Top of MATERIAL FOR THE TASK

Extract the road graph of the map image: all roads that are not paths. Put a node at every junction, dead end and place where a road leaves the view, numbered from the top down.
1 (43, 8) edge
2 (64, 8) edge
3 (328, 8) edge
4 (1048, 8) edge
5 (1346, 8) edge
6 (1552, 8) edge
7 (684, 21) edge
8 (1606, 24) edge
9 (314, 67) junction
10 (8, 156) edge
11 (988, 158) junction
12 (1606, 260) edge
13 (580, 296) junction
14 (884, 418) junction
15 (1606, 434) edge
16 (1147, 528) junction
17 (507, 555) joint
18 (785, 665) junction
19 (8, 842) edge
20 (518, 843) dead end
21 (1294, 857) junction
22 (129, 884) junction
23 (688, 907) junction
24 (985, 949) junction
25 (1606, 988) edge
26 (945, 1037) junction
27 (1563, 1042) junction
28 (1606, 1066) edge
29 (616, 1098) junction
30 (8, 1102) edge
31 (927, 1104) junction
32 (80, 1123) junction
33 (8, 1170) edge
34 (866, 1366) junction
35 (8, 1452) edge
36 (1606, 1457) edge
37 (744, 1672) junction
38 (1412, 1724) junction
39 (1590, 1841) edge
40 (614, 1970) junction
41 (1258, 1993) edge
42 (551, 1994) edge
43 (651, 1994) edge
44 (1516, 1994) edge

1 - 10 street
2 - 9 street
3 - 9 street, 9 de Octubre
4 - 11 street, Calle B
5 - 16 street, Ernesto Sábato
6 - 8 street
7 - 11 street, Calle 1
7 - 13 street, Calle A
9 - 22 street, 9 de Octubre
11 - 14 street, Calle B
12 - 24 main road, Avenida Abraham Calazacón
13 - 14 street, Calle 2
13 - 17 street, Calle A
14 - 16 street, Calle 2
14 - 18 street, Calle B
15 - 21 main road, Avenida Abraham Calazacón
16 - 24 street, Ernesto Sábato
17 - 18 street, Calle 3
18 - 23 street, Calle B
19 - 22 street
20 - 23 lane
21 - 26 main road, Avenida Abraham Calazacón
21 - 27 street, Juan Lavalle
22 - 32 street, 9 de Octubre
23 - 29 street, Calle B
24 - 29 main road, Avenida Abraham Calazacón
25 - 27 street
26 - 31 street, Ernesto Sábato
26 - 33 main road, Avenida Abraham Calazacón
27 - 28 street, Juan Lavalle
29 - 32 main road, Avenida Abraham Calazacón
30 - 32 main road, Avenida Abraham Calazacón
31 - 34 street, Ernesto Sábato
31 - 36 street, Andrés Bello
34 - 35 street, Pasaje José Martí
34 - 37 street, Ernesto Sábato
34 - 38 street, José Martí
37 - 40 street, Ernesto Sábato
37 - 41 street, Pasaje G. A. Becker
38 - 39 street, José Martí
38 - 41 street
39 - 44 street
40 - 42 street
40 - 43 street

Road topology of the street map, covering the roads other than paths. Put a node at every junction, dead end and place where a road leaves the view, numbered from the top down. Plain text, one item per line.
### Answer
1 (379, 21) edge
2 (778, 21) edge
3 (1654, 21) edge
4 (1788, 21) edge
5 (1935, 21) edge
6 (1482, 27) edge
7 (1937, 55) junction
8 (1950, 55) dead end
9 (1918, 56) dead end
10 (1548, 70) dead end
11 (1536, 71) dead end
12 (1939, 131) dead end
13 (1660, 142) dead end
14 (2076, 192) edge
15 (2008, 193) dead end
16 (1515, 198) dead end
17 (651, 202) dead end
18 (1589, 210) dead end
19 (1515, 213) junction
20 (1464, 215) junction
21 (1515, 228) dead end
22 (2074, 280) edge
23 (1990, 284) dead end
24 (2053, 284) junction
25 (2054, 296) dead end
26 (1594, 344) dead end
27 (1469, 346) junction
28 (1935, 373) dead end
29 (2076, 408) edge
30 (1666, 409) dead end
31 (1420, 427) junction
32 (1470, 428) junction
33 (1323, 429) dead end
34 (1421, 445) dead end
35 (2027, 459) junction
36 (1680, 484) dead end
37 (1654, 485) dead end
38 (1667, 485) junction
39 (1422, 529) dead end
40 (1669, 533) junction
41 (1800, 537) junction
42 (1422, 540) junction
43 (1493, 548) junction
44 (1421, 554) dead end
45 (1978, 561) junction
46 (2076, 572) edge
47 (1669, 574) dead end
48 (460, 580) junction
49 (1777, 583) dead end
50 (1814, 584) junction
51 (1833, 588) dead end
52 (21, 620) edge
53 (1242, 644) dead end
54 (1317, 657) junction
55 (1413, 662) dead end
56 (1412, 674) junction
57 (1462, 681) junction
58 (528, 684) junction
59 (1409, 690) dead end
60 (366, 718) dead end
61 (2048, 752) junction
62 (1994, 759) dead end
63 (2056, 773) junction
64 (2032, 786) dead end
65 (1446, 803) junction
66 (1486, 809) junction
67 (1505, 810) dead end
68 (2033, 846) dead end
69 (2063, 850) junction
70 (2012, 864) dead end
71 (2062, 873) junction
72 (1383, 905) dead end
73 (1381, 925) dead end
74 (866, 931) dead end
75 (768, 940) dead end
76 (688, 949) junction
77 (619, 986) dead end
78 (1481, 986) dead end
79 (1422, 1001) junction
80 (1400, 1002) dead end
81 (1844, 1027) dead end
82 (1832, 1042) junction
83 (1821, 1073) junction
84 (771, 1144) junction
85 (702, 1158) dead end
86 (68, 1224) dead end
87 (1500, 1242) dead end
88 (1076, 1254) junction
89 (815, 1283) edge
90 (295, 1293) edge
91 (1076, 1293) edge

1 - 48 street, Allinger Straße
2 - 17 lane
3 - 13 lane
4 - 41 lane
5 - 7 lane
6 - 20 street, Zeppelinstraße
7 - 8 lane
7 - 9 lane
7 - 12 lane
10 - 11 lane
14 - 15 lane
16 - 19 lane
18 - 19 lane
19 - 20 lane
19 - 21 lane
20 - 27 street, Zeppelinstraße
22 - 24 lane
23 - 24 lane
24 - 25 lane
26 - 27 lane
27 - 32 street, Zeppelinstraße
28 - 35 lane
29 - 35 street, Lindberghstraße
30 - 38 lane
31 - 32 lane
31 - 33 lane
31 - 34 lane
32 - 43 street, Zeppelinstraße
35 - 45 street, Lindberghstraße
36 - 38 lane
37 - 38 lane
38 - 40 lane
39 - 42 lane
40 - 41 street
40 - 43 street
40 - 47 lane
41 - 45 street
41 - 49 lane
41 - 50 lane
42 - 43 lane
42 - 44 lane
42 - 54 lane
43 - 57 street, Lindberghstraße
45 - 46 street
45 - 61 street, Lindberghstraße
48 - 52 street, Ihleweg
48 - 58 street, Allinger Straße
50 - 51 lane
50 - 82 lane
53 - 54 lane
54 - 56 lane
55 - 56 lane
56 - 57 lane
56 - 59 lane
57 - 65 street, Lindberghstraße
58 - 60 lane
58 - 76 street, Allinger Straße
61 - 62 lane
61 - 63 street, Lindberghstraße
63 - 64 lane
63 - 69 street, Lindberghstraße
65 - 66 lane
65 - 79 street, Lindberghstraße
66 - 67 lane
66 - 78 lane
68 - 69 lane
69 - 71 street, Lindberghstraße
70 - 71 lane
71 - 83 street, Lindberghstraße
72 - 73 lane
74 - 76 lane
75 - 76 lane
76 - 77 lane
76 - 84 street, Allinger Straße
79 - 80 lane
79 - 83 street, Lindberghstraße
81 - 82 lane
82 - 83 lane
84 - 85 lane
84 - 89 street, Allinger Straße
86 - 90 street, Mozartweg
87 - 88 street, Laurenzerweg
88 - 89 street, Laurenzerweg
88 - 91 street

Bottom of MATERIAL FOR THE TASK

→ **YOUR OBJECTIVE**:
Transcribe the records above exactly as they appear.

→ **SOLUTION FOR THIS EXERCISE**:
Extract the road graph of the map image: all roads that are not paths. Put a node at every junction, dead end and place where a road leaves the view, numbered from the top down.
1 (43, 8) edge
2 (64, 8) edge
3 (328, 8) edge
4 (1048, 8) edge
5 (1346, 8) edge
6 (1552, 8) edge
7 (684, 21) edge
8 (1606, 24) edge
9 (314, 67) junction
10 (8, 156) edge
11 (988, 158) junction
12 (1606, 260) edge
13 (580, 296) junction
14 (884, 418) junction
15 (1606, 434) edge
16 (1147, 528) junction
17 (507, 555) joint
18 (785, 665) junction
19 (8, 842) edge
20 (518, 843) dead end
21 (1294, 857) junction
22 (129, 884) junction
23 (688, 907) junction
24 (985, 949) junction
25 (1606, 988) edge
26 (945, 1037) junction
27 (1563, 1042) junction
28 (1606, 1066) edge
29 (616, 1098) junction
30 (8, 1102) edge
31 (927, 1104) junction
32 (80, 1123) junction
33 (8, 1170) edge
34 (866, 1366) junction
35 (8, 1452) edge
36 (1606, 1457) edge
37 (744, 1672) junction
38 (1412, 1724) junction
39 (1590, 1841) edge
40 (614, 1970) junction
41 (1258, 1993) edge
42 (551, 1994) edge
43 (651, 1994) edge
44 (1516, 1994) edge

1 - 10 street
2 - 9 street
3 - 9 street, 9 de Octubre
4 - 11 street, Calle B
5 - 16 street, Ernesto Sábato
6 - 8 street
7 - 11 street, Calle 1
7 - 13 street, Calle A
9 - 22 street, 9 de Octubre
11 - 14 street, Calle B
12 - 24 main road, Avenida Abraham Calazacón
13 - 14 street, Calle 2
13 - 17 street, Calle A
14 - 16 street, Calle 2
14 - 18 street, Calle B
15 - 21 main road, Avenida Abraham Calazacón
16 - 24 street, Ernesto Sábato
17 - 18 street, Calle 3
18 - 23 street, Calle B
19 - 22 street
20 - 23 lane
21 - 26 main road, Avenida Abraham Calazacón
21 - 27 street, Juan Lavalle
22 - 32 street, 9 de Octubre
23 - 29 street, Calle B
24 - 29 main road, Avenida Abraham Calazacón
25 - 27 street
26 - 31 street, Ernesto Sábato
26 - 33 main road, Avenida Abraham Calazacón
27 - 28 street, Juan Lavalle
29 - 32 main road, Avenida Abraham Calazacón
30 - 32 main road, Avenida Abraham Calazacón
31 - 34 street, Ernesto Sábato
31 - 36 street, Andrés Bello
34 - 35 street, Pasaje José Martí
34 - 37 street, Ernesto Sábato
34 - 38 street, José Martí
37 - 40 street, Ernesto Sábato
37 - 41 street, Pasaje G. A. Becker
38 - 39 street, José Martí
38 - 41 street
39 - 44 street
40 - 42 street
40 - 43 street

Road topology of the street map, covering the roads other than paths. Put a node at every junction, dead end and place where a road leaves the view, numbered from the top down. Plain text, one item per line.
### Answer
1 (379, 21) edge
2 (778, 21) edge
3 (1654, 21) edge
4 (1788, 21) edge
5 (1935, 21) edge
6 (1482, 27) edge
7 (1937, 55) junction
8 (1950, 55) dead end
9 (1918, 56) dead end
10 (1548, 70) dead end
11 (1536, 71) dead end
12 (1939, 131) dead end
13 (1660, 142) dead end
14 (2076, 192) edge
15 (2008, 193) dead end
16 (1515, 198) dead end
17 (651, 202) dead end
18 (1589, 210) dead end
19 (1515, 213) junction
20 (1464, 215) junction
21 (1515, 228) dead end
22 (2074, 280) edge
23 (1990, 284) dead end
24 (2053, 284) junction
25 (2054, 296) dead end
26 (1594, 344) dead end
27 (1469, 346) junction
28 (1935, 373) dead end
29 (2076, 408) edge
30 (1666, 409) dead end
31 (1420, 427) junction
32 (1470, 428) junction
33 (1323, 429) dead end
34 (1421, 445) dead end
35 (2027, 459) junction
36 (1680, 484) dead end
37 (1654, 485) dead end
38 (1667, 485) junction
39 (1422, 529) dead end
40 (1669, 533) junction
41 (1800, 537) junction
42 (1422, 540) junction
43 (1493, 548) junction
44 (1421, 554) dead end
45 (1978, 561) junction
46 (2076, 572) edge
47 (1669, 574) dead end
48 (460, 580) junction
49 (1777, 583) dead end
50 (1814, 584) junction
51 (1833, 588) dead end
52 (21, 620) edge
53 (1242, 644) dead end
54 (1317, 657) junction
55 (1413, 662) dead end
56 (1412, 674) junction
57 (1462, 681) junction
58 (528, 684) junction
59 (1409, 690) dead end
60 (366, 718) dead end
61 (2048, 752) junction
62 (1994, 759) dead end
63 (2056, 773) junction
64 (2032, 786) dead end
65 (1446, 803) junction
66 (1486, 809) junction
67 (1505, 810) dead end
68 (2033, 846) dead end
69 (2063, 850) junction
70 (2012, 864) dead end
71 (2062, 873) junction
72 (1383, 905) dead end
73 (1381, 925) dead end
74 (866, 931) dead end
75 (768, 940) dead end
76 (688, 949) junction
77 (619, 986) dead end
78 (1481, 986) dead end
79 (1422, 1001) junction
80 (1400, 1002) dead end
81 (1844, 1027) dead end
82 (1832, 1042) junction
83 (1821, 1073) junction
84 (771, 1144) junction
85 (702, 1158) dead end
86 (68, 1224) dead end
87 (1500, 1242) dead end
88 (1076, 1254) junction
89 (815, 1283) edge
90 (295, 1293) edge
91 (1076, 1293) edge

1 - 48 street, Allinger Straße
2 - 17 lane
3 - 13 lane
4 - 41 lane
5 - 7 lane
6 - 20 street, Zeppelinstraße
7 - 8 lane
7 - 9 lane
7 - 12 lane
10 - 11 lane
14 - 15 lane
16 - 19 lane
18 - 19 lane
19 - 20 lane
19 - 21 lane
20 - 27 street, Zeppelinstraße
22 - 24 lane
23 - 24 lane
24 - 25 lane
26 - 27 lane
27 - 32 street, Zeppelinstraße
28 - 35 lane
29 - 35 street, Lindberghstraße
30 - 38 lane
31 - 32 lane
31 - 33 lane
31 - 34 lane
32 - 43 street, Zeppelinstraße
35 - 45 street, Lindberghstraße
36 - 38 lane
37 - 38 lane
38 - 40 lane
39 - 42 lane
40 - 41 street
40 - 43 street
40 - 47 lane
41 - 45 street
41 - 49 lane
41 - 50 lane
42 - 43 lane
42 - 44 lane
42 - 54 lane
43 - 57 street, Lindberghstraße
45 - 46 street
45 - 61 street, Lindberghstraße
48 - 52 street, Ihleweg
48 - 58 street, Allinger Straße
50 - 51 lane
50 - 82 lane
53 - 54 lane
54 - 56 lane
55 - 56 lane
56 - 57 lane
56 - 59 lane
57 - 65 street, Lindberghstraße
58 - 60 lane
58 - 76 street, Allinger Straße
61 - 62 lane
61 - 63 street, Lindberghstraße
63 - 64 lane
63 - 69 street, Lindberghstraße
65 - 66 lane
65 - 79 street, Lindberghstraße
66 - 67 lane
66 - 78 lane
68 - 69 lane
69 - 71 street, Lindberghstraße
70 - 71 lane
71 - 83 street, Lindberghstraße
72 - 73 lane
74 - 76 lane
75 - 76 lane
76 - 77 lane
76 - 84 street, Allinger Straße
79 - 80 lane
79 - 83 street, Lindberghstraße
81 - 82 lane
82 - 83 lane
84 - 85 lane
84 - 89 street, Allinger Straße
86 - 90 street, Mozartweg
87 - 88 street, Laurenzerweg
88 - 89 street, Laurenzerweg
88 - 91 street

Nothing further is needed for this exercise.